Başlığı okuyunca “Olur mu öyle şey” demiş olmalısınız. Öyle ya, Türk Lirası’ndaki değer kaybı ortada.
Bu grafik çeşitli paraların yılbaşından bu yana dolar karşısındaki “nominal” değer kaybını gösteriyor. Görüldüğü gibi Türk Lirası’nın değer kaybı yüzde 27’yi bulmuş durumda. Peki ama enflasyon kaçtı? TÜİK’in açıkladığı tüketici enflasyonu yüzde 80’in, üretici enflasyonu ise yüzde 143’ün üzerinde.
Yurtdışıyla ticaret yapmayan büyük çoğunluk için bunun (Enflasyonla TL’nin değer kaybı arasındaki açının) bir anlamı yok. Ama ihracatçılar için var. Üretici enflasyonunun yüzde 143 artması, ürününü bir yıl önce 10 liraya mal eden ihracatçının yüzde 143 fazlasına mal etmesi demek. Yurtdışına geçen yılki fiyattan satmaya devam etmesinin tek yolu, Türk Lirası’nın enflasyon kadar değer kaybetmesi. Ya kaybetmiyorsa?

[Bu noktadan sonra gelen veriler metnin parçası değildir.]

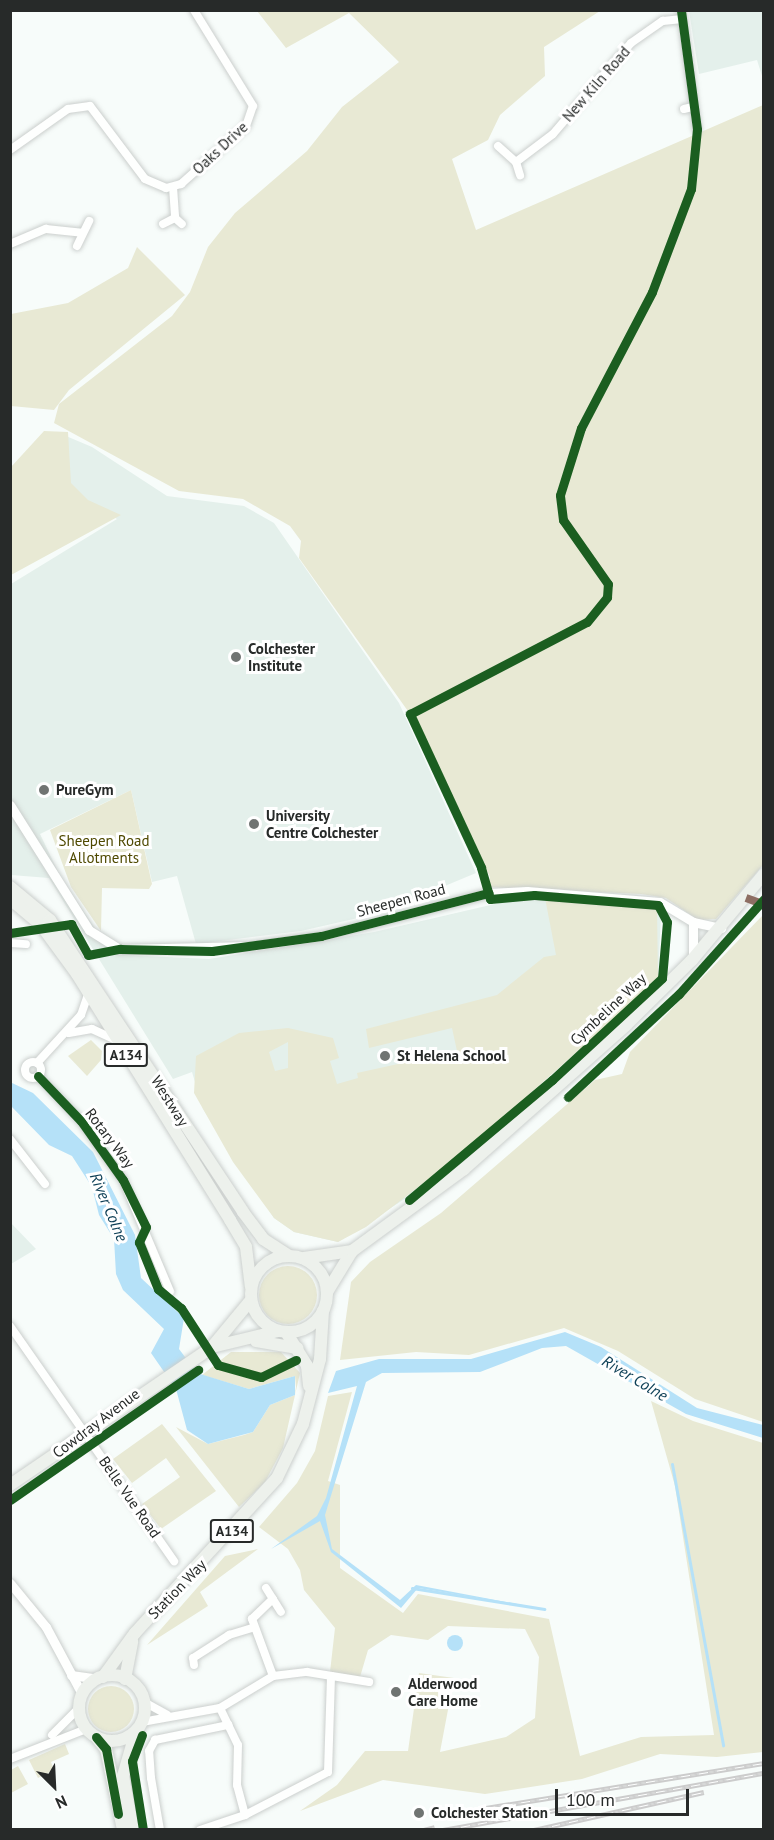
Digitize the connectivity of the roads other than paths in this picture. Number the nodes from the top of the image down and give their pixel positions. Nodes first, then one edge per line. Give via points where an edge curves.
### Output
1 (194, 10) edge
2 (681, 15) edge
3 (84, 94) dead end
4 (84, 105) junction
5 (693, 107) junction
6 (684, 109) dead end
7 (697, 129) dead end
8 (498, 146) dead end
9 (10, 150) edge
10 (516, 162) junction
11 (520, 175) dead end
12 (173, 188) junction
13 (89, 221) dead end
14 (163, 224) dead end
15 (81, 233) junction
16 (10, 244) edge
17 (77, 246) dead end
18 (10, 805) edge
19 (764, 874) edge
20 (10, 886) edge
21 (10, 899) edge
22 (693, 922) junction
23 (721, 928) junction
24 (10, 943) edge
25 (26, 944) dead end
26 (693, 960) junction
27 (88, 994) junction
28 (60, 1039) junction
29 (116, 1040) junction
30 (38, 1062) junction
31 (38, 1076) junction
32 (10, 1139) edge
33 (45, 1184) dead end
34 (352, 1251) junction
35 (290, 1256) junction
36 (304, 1258) junction
37 (249, 1267) junction
38 (251, 1286) junction
39 (170, 1292) dead end
40 (327, 1292) junction
41 (251, 1300) junction
42 (323, 1311) junction
43 (10, 1326) edge
44 (230, 1327) junction
45 (282, 1332) junction
46 (241, 1341) junction
47 (212, 1347) junction
48 (300, 1350) junction
49 (310, 1393) junction
50 (84, 1435) junction
51 (10, 1485) edge
52 (174, 1561) dead end
53 (10, 1583) edge
54 (266, 1588) dead end
55 (273, 1599) junction
56 (281, 1612) dead end
57 (252, 1628) junction
58 (135, 1633) junction
59 (194, 1665) dead end
60 (70, 1675) junction
61 (332, 1676) junction
62 (273, 1677) junction
63 (100, 1678) junction
64 (125, 1678) junction
65 (369, 1682) dead end
66 (82, 1694) junction
67 (144, 1702) junction
68 (79, 1708) junction
69 (220, 1708) junction
70 (168, 1716) junction
71 (228, 1725) junction
72 (139, 1726) junction
73 (91, 1733) junction
74 (28, 1750) junction
75 (10, 1759) edge
76 (245, 1815) junction
77 (123, 1830) edge
78 (133, 1830) edge
79 (160, 1830) edge
80 (201, 1830) edge

1 - 12 street, Oaks Drive via 254,106 246,126
2 - 5 street
2 - 10 street, New Kiln Road via 663,21 631,43 553,134
3 - 4 street
4 - 9 street via 60,114
4 - 12 street via 98,113 145,178
5 - 6 street
5 - 7 street
8 - 10 street
10 - 11 street
12 - 14 street via 178,221
13 - 15 street
15 - 16 street via 46,229
15 - 17 street
18 - 22 street, Sheepen Road via 89,930 120,949 250,946 321,936 489,893 524,891 660,902
19 - 23 main road, Cymbeline Way
20 - 35 main road, Westway / A134 via 50,920 84,966 256,1230
21 - 27 main road, Westway / A134 via 41,925
22 - 23 street, Sheepen Road
22 - 26 street
23 - 26 main road, Cymbeline Way
24 - 25 street
26 - 34 main road, Cymbeline Way via 481,1154
27 - 28 street via 81,1015
27 - 29 main road, Westway / A134
28 - 29 street via 83,1028
28 - 30 street
29 - 37 main road, Westway / A134 via 246,1247
30 - 31 street
30 - 31 street via 28,1064 25,1071 29,1077
31 - 39 street, Rotary Way via 81,1121 123,1180
32 - 33 street
34 - 36 main road
34 - 40 main road
35 - 36 main road, A134
35 - 38 main road via 264,1265
36 - 40 main road via 320,1273
37 - 38 main road, Westway / A134
37 - 44 main road
38 - 41 main road, A134
40 - 42 main road, A134
41 - 44 main road
41 - 45 main road, A134 via 260,1320
42 - 45 main road via 306,1328
42 - 49 main road, Station Way / A134 via 320,1359
43 - 50 street, Belle Vue Road
44 - 47 main road
45 - 46 main road
45 - 48 main road, Station Way / A134
46 - 47 main road
46 - 48 main road via 282,1342
47 - 50 main road
48 - 49 main road, Station Way / A134
49 - 58 main road, Station Way / A134 via 303,1424 277,1478
50 - 51 main road
50 - 52 street, Belle Vue Road
53 - 60 street via 46,1627
54 - 55 street
55 - 56 street
55 - 57 street via 255,1611
57 - 59 street via 193,1658
57 - 62 street
58 - 63 main road, Station Way / A134
58 - 64 main road, Station Way / A134
60 - 63 street
60 - 66 street
61 - 62 street via 307,1672
61 - 65 street
61 - 76 street via 328,1772
62 - 69 street
63 - 64 main road
63 - 66 main road, A134
64 - 67 main road
66 - 68 main road
67 - 70 street
67 - 72 main road
68 - 73 main road
68 - 74 street via 68,1725
69 - 70 street via 186,1717
69 - 71 street
70 - 72 street
71 - 76 street via 238,1745 237,1785
71 - 79 street via 155,1740 149,1751
72 - 73 main road via 116,1741
72 - 78 main road via 123,1776
73 - 74 street
73 - 77 main road via 106,1749
74 - 75 street
76 - 80 street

2021 sonunda açıklanan “Türkiye ekonomi modeli”, ihracat öncülüğünde büyümeyi öngörüyordu. Devlet büyüklerimizin dediğine göre ihracattaki artış sayesinde cari açık kapanacak, içeride döviz bollaşınca dolar düşecekti. Tam tersi oldu. Yılbaşından bu yana ihracat her ay yüzde 10-15, ithalat ise yüzde 40-45 oranında artıyor. Türkiye her ay 10 milyar dolardan fazla dış ticaret açığı, 5 milyar dolardan fazla cari açık veriyor. Tarihin en yüksek dış ticaret açığına doğru koşar adım gidiyoruz.

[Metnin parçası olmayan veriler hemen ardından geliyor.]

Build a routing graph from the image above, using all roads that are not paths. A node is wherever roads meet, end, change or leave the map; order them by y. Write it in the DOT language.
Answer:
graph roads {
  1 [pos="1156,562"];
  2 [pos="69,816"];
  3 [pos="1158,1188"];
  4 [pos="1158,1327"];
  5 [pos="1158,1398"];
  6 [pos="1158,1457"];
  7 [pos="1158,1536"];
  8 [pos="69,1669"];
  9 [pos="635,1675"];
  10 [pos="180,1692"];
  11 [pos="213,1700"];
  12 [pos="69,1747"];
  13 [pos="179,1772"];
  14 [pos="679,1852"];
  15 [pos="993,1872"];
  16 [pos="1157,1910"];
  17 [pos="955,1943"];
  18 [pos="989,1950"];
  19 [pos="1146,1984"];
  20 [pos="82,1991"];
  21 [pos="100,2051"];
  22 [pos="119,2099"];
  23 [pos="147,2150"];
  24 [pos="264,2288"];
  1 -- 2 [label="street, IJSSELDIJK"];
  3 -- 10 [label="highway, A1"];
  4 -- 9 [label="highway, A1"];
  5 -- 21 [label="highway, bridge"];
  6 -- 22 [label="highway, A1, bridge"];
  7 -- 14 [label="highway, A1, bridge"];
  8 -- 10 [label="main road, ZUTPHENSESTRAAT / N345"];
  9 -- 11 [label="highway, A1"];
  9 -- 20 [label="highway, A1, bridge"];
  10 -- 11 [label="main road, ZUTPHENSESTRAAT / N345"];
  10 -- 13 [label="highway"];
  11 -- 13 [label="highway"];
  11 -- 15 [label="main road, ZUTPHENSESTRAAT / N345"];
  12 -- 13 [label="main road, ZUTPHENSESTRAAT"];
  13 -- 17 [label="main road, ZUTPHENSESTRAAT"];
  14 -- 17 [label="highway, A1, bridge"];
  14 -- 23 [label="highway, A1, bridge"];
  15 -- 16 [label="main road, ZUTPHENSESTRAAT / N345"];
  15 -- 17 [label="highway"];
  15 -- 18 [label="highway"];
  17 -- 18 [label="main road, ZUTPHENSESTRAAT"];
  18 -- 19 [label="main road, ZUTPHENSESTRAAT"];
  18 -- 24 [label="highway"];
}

Bunda petrol ve doğal gaz fiyatlarındaki artışın payı elbette var. Ama görüldüğü gibi ihracat da beklenen atağı yapamadı. İhracatın önündeki en büyük engel, maliyetlerdeki dayanılmaz artış. Biraz önce gördüğümüz gibi ihracatçıların mallarını dolar cinsinden geçen yılki fiyata satabilmesi için Türk Lirası’nın enflasyon oranında değer kaybetmesi gerek. Oysa böyle olmadı. Bunun sonucunda TL nominal olarak değer kaybederken aslında reel olarak değer kazandı. Merkez Bankası’nın üretici fiyat enflasyonuna göre hesapladığı reel efektif kura bakalım:
Geçen Aralık’ta 66’ya kadar gerileyen reel kur şu anda 83’ün üzerinde. Bu nasıl oldu? Ekonomi yönetiminin Merkez Bankası’nın rezervlerini kullanarak Türk Lirası’ndaki değer kaybını frenlemesiyle. Merkez Bankası’nın eski uzmanı Selva Baziki yılbaşından Temmuz ayına kadar rezervlerden piyasaya 66 milyar dolar satıldığını hesaplamıştı. O günden bugüne satışlar sürdü. Swap (Para takası) ile başka bankalardan borç alınan dövizler çıkarıldığında Merkez Bankası’nın net rezervleri önceki hafta eksi 52.5 milyar dolara indi.
Rezervlerdeki erimeye rağmen ekonomi yönetimi bu politikayı nasıl sürdürüyor? “Dost” ülkelerin verdiği borçla. Cumhurbaşkanı Erdoğan önceki gün şöyle dedi: “Birçok dost ülke gerekli desteklerini sağolsun veriyorlar. Onlardan borçlanmamız Merkez Bankası olarak güçlenmemize neden oluyor. İnşallah bunu başarmak suretiyle de dövizdeki bu sıkıntıyı aşmış olacağız.”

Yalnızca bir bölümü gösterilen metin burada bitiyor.